Neptune Frost, the directorial debut from American writer and composer Saul Williams and Rwandan-born artist and cinematographer Anisia Uzeyman, joins an Afro-futurist lineage that includes John Coney's 1972 Sun Ra spectacular Space Is the Place and Ngozi Onwurah's 1995 dystopian vision Welcome II the Terrordome.
The couple's multilingual cyberpunk musical merges past and present with reality and fantasy to examine the ways people of color have been oppressed through the years and the creative, collaborative ways they can manifest a more equitable world.
The concept first took root in Williams's fifth album, 2016's Martyr Loser King, which revolves around a Burundi hacker, though previous recordings also hewed towards the futuristic through collaborations with Trent Reznor and Janelle Monáe.
The film begins in a Burundi mine where workers excavate coltan, a metallic ore used in electronic devices (the film was shot in Rwanda). When a foreman kills his brother, Tekno, Matalusa (Bertrand Ninteretse), splits the scene. His travels through the forest that leads him to Digitaria, an anti-colonialist collective where members bedecked in glitter and neon face paint welcome him with open arms. Their off-the-grid existence allows them to look after each other, free from exploitation and abuse.

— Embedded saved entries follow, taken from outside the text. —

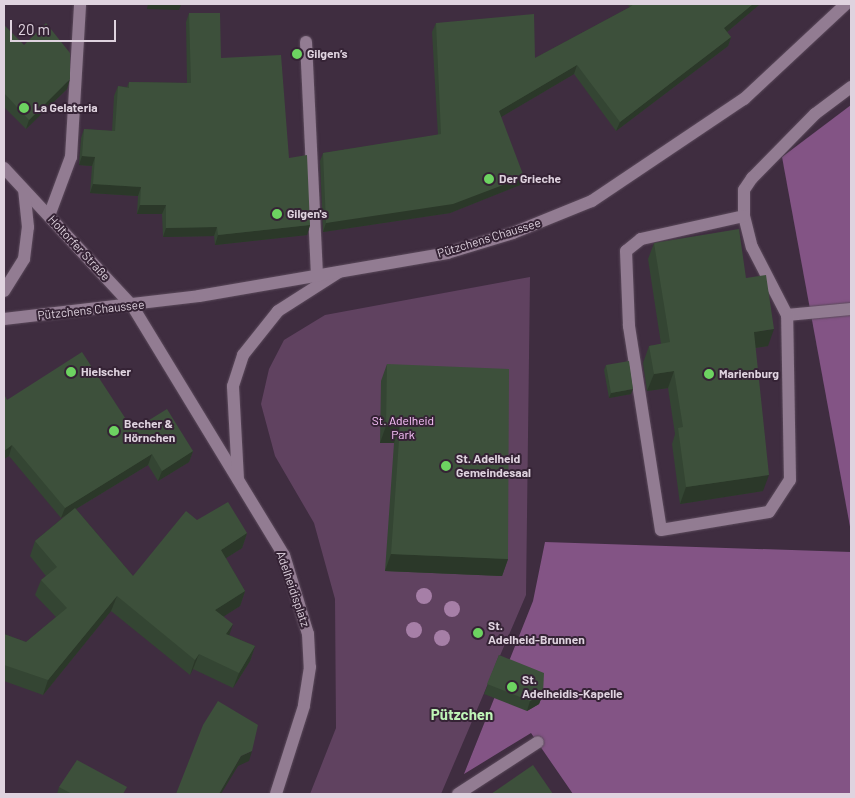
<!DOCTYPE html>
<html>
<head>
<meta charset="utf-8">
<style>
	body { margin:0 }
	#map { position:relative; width:855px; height:798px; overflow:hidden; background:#3f2d40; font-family:Barlow,sans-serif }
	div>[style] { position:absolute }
	.green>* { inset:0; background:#604260 }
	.forest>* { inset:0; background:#835485 }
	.roads { filter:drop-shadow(0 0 1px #5a495a) drop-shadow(0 0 1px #5a495a) }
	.lane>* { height:12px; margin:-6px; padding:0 6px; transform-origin:6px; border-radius:6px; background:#927c92 }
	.street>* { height:12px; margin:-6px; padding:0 6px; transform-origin:6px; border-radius:6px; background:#927c92 }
	.secondary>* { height:12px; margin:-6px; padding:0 6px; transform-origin:6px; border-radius:6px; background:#927c92 }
	.trees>* { width:16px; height:16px; margin:-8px; border-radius:50%; background:#a67fa7 }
	.wall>* { inset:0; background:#344533 }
	.shaded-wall>* { inset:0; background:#2b3829 }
	.building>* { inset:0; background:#3d503b }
	.dots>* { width:14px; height:14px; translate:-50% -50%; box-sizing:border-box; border:2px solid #352335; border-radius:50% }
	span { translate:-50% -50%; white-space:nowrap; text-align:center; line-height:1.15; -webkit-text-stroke:4px #352335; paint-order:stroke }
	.poi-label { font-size:12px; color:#dfd3df; font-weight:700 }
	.left { translate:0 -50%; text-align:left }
	.street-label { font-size:12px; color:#dfd3df }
	.park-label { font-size:12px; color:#fbc2fc }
	.quarter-label { font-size:15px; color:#bff5b7; font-weight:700 }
	.frame { position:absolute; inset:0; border:5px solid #dfd3df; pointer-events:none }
	.scale { position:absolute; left:10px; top:20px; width:106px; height:22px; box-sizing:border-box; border:2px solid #dfd3df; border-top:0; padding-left:6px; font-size:15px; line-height:18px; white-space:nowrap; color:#dfd3df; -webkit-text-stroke:4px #352335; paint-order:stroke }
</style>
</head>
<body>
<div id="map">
	<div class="green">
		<i style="clip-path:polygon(530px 277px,526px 595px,502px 651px,441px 794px,310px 794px,336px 728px,335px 599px,314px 523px,275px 456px,261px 404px,269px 369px,284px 340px,325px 315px)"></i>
	</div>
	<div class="forest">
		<i style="clip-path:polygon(851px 105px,851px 532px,782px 157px)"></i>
		<i style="clip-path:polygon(545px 542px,851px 552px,851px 794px,573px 794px,531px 733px,464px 774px,533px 601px)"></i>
	</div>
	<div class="roads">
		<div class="lane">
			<i style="left:306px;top:42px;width:234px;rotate:87.3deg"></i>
			<i style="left:851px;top:87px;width:45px;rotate:143.1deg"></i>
			<i style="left:815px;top:114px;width:90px;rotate:134.5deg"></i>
			<i style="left:752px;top:178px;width:14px;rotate:124deg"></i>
			<i style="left:744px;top:190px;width:26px;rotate:90deg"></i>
			<i style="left:744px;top:216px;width:32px;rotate:76deg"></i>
			<i style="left:752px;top:247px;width:76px;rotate:62.8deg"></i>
			<i style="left:787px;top:315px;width:64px;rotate:-5.4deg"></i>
			<i style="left:49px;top:216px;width:63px;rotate:-69.6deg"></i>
			<i style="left:71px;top:157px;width:153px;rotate:-86.6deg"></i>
			<i style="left:744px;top:216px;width:106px;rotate:167.4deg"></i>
			<i style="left:641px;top:239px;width:19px;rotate:141deg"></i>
			<i style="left:626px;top:251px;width:75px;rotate:87.7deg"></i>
			<i style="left:629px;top:326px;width:206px;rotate:81.1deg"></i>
			<i style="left:661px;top:530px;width:109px;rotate:-9.5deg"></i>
			<i style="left:769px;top:512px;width:38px;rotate:-57deg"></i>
			<i style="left:790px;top:480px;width:165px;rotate:-91deg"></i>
		</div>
		<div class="street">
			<i style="left:4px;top:168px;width:190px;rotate:47.1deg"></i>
			<i style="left:133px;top:307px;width:290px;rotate:58.7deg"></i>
			<i style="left:284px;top:555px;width:83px;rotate:73.1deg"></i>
			<i style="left:308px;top:634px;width:33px;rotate:87deg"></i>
			<i style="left:310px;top:667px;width:39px;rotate:99deg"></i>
			<i style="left:304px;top:706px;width:92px;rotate:107.7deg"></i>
			<i style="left:4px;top:291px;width:38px;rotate:-58deg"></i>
			<i style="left:24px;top:259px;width:32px;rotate:-83deg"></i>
			<i style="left:28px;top:227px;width:37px;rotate:-96deg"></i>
			<i style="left:238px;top:479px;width:93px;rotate:-93.1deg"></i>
			<i style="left:233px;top:386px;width:33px;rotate:-72deg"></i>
			<i style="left:243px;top:355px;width:56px;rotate:-51.5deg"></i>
			<i style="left:278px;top:311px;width:72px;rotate:-32.6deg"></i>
			<i style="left:458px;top:794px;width:95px;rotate:-33deg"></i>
		</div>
		<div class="secondary">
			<i style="left:4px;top:319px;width:196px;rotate:-6.7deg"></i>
			<i style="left:199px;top:296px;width:252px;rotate:-9.8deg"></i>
			<i style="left:447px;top:253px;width:69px;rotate:-16.9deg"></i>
			<i style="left:513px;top:233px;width:85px;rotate:-22.1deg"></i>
			<i style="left:592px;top:201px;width:183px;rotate:-33.9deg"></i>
			<i style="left:744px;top:99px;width:139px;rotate:-43deg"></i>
		</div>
	</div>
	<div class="trees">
		<i style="left:424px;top:596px"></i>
		<i style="left:452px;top:609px"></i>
		<i style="left:414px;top:630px"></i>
		<i style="left:442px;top:638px"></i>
	</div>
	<div class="wall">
		<i style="clip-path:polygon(627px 4px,760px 4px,727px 32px,731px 37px,728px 46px,616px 131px,574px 74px,501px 117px,520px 185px,450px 213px,323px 232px,320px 161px,323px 153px,438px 135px,432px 32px,436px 23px,535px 58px,630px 7px)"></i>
		<i style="clip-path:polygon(189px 13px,289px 158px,310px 225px,307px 235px,215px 245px,214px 236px,163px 237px,162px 214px,137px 214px,138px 196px,90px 193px,92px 166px,79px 165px,81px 138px,84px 129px,112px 131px,114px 96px,118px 86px,127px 87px,129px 82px,187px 83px,186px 22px)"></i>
		<i style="clip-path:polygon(4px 25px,67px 89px,26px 129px,4px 107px)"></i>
		<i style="clip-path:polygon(654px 243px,746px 278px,768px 346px,755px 348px,763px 491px,680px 504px,672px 444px,675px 434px,668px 388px,647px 391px,643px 363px,649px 346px,661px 344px,648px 259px)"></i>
		<i style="clip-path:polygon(387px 364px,508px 559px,502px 576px,385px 571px,394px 443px,380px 443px,381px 381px)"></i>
		<i style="clip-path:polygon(606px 365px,631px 394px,609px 398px,604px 370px)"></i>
		<i style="clip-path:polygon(4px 394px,7px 400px,133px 430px,193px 451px,189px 462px,158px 481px,148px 465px,76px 509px,133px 576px,197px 520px,247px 533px,242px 548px,226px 558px,245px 591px,240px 606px,224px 616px,229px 635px,255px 646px,250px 661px,233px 688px,193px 669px,190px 675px,111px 611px,43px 695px,4px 681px,4px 634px,26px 642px,56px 617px,35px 595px,41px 580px,46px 576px,30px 556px,35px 541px,66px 515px,61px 518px,9px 456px,4px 459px)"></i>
		<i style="clip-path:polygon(499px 655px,543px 694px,539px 704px,527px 711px,484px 694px)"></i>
		<i style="clip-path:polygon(59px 787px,124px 794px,57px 794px)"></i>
	</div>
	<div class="shaded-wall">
		<i style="clip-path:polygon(148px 4px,181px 5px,179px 10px,147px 9px)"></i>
		<i style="clip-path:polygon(753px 4px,760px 4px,721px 37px,724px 28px)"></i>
		<i style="clip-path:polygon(731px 37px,728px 46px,616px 131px,620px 122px)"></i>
		<i style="clip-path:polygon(577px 65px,574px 74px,496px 120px,499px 111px)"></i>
		<i style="clip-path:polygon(70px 79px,67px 89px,26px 129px,29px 120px)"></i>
		<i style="clip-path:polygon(82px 156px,95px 157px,92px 166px,79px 165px)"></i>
		<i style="clip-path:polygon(524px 177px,520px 185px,450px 213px,323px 232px,326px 223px)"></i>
		<i style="clip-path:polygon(93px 184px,141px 187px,138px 196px,90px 193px)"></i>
		<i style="clip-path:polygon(140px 205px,166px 205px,162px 214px,137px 214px)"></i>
		<i style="clip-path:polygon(310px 225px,307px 235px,215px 245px,218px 235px)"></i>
		<i style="clip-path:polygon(217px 227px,214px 236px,163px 237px,166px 228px)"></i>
		<i style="clip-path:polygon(774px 329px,768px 346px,748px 349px,754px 332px)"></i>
		<i style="clip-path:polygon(674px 371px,668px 388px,647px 391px,654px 374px)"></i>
		<i style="clip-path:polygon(633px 389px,631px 394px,609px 398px,611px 393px)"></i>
		<i style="clip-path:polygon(386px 426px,400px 426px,394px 443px,380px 443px)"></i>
		<i style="clip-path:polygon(12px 445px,9px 456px,4px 459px,4px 451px)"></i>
		<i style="clip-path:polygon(193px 451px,189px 462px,158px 481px,162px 471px)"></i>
		<i style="clip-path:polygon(152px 454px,148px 465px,61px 518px,65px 508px)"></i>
		<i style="clip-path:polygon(769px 475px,763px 491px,680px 504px,686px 487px)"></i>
		<i style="clip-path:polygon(247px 533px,242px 548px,215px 565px,221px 550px)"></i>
		<i style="clip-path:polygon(391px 554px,508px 559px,502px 576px,385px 571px)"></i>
		<i style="clip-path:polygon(245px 591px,240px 606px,210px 625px,215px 610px)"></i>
		<i style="clip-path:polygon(117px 596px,111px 611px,43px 695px,48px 680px)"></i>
		<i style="clip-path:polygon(233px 624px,228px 639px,226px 634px)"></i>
		<i style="clip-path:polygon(255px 646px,250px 661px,233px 688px,239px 673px)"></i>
		<i style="clip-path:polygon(199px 654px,193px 669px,190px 675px,195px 660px)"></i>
		<i style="clip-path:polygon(543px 694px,539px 704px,527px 711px,530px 701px)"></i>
		<i style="clip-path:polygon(252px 751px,249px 761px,238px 766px,221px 794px,219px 794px,241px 756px)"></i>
	</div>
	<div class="building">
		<i style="clip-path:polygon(148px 4px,181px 4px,181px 5px)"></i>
		<i style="clip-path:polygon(634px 4px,753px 4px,724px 28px,731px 37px,620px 122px,577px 65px,499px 111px,524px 177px,453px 204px,326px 223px,323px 153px,441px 134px,436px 23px,534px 14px,535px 58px,630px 7px)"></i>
		<i style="clip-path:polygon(189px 13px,220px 13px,221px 58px,281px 55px,289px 158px,307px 155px,310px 225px,218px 235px,217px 227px,166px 228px,166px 205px,140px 205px,141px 187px,93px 184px,95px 157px,82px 156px,84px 129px,115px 131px,118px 86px,129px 88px,129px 82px,191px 83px)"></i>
		<i style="clip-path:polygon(46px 23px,70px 53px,70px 79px,29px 120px,4px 93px,4px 25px,24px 45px)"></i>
		<i style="clip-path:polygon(739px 229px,746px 278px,766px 275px,774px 329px,754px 332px,769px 475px,686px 487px,678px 428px,683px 427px,674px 371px,654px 374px,649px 346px,670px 342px,654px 243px)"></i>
		<i style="clip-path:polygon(82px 352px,133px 430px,167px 409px,193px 451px,162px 471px,152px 454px,65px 508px,12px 445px,4px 451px,4px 394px,7px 400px)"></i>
		<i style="clip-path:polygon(629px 361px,633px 389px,611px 393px,606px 365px)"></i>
		<i style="clip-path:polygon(387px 364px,509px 369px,508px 559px,391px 554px,400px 426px,386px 426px)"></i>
		<i style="clip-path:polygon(228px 502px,247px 533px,221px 550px,245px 591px,215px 610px,233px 624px,226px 634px,255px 646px,239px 673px,199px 654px,195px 660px,117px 596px,48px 680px,4px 665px,4px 634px,26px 642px,67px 608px,41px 580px,57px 567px,35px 541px,75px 508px,133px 576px,186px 511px,197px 520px)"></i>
		<i style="clip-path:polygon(499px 655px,544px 673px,543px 694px,530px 701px,487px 684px)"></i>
		<i style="clip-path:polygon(218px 701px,258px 725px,252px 751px,241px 756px,219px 794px,176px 794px,203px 725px)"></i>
		<i style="clip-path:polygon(77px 760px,127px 787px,123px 794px,72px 794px,59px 787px)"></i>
		<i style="clip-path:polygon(533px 765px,553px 794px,491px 794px)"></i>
	</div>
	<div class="dots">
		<i style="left:297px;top:54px;background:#6dd361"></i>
		<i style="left:24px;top:108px;background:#6dd361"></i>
		<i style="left:489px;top:179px;background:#6dd361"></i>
		<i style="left:277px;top:214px;background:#6dd361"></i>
		<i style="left:71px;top:372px;background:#6dd361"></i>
		<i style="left:709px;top:374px;background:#6dd361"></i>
		<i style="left:114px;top:431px;background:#6dd361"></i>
		<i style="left:446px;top:466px;background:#6dd361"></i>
		<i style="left:478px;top:633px;background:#6dd361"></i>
		<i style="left:512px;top:687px;background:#6dd361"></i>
	</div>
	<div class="poi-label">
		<span class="left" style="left:307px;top:54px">Gilgen’s</span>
		<span class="left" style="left:34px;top:108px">La Gelateria</span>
		<span class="left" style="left:499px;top:179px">Der Grieche</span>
		<span class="left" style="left:287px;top:214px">Gilgen's</span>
		<span class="left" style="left:81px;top:372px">Hielscher</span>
		<span class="left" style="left:719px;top:374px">Marienburg</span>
		<span class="left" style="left:124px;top:431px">Becher &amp;<br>Hörnchen</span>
		<span class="left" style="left:456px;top:466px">St. Adelheid<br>Gemeindesaal</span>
		<span class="left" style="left:488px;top:633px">St.<br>Adelheid-Brunnen</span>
		<span class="left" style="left:522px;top:687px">St.<br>Adelheidis-Kapelle</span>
	</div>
	<div class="street-label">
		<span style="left:489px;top:238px;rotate:-17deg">Pützchens Chaussee</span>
		<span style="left:79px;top:248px;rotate:47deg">Holtorfer Straße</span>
		<span style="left:91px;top:310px;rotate:-6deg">Pützchens Chaussee</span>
		<span style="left:293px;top:589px;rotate:71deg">Adelheidisplatz</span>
	</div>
	<div class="park-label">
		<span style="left:403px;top:428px">St. Adelheid<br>Park</span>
	</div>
	<div class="quarter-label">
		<span style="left:462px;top:715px">Pützchen</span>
	</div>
	<div class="frame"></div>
	<div class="scale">20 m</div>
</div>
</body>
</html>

After their aunt dies, intersex hacker Neptune (played briefly by Elvis Ngabo, then mostly by the striking Cheryl Isheja), also seeking refuge from difficult circumstances, arrives at Digitaria where they bond with Matalusa. Other key players include Digitaria leader Memory (Eliane Umuhire), techno warrior Elohel (Rebecca Mucyo), and Memory's soldier brother, Innocent (Dorcy Rugamba), whose unannounced arrival risks exposing the secret society to surveillance and even destruction.
This is the kind of film where outfits change themselves--Neptune's red dress changes to a metallic sheath when they enter Digitaria--and the distinction between dreams and waking life can be difficult to discern. It's a trippy experience, enhanced by poetic dialogue and a score that combines Afropunk with jazz flourishes and electronic textures (Fader has released it on CD).
While watching Neptune Frost, it's as easy to lose the thread of the dense narrative as it is to lose oneself in the makeup effects by Tanya Melendez and the costume and production design by Cedric Mizero, all of which have a tactile, handmade feel (Mizero makes inventive use of wires, cables, and other discarded computer detritus). Unlike most contemporary science fiction films, digital effects have been kept to a minimum, other than in a few animated fantasy sequences involving Neptune.
With their first film, funded through a successful Kickstarter campaign, Williams and Uzeyman have bypassed conventional storytelling for an aesthetically unique plea on behalf of the invisible individuals who make our wired world possible, workers who deserve humane working conditions and access to technology as a means of liberation rather than repression.
What type of library programming could use this title?
Library programming on Afrofuturism and nontraditional musicals could make productive use of Neptune Frost.
What academic subjects would this film be suitable for?
Neptune Frost would fit perfectly in film studies courses on Afrofuturism, along with higher-profile examples, like Marvel's Black Panther.
What kind of film series would this narrative fit in?
A film series on Afrofuturism and 21st-century African cinema would find a prime example in Neptune Frost.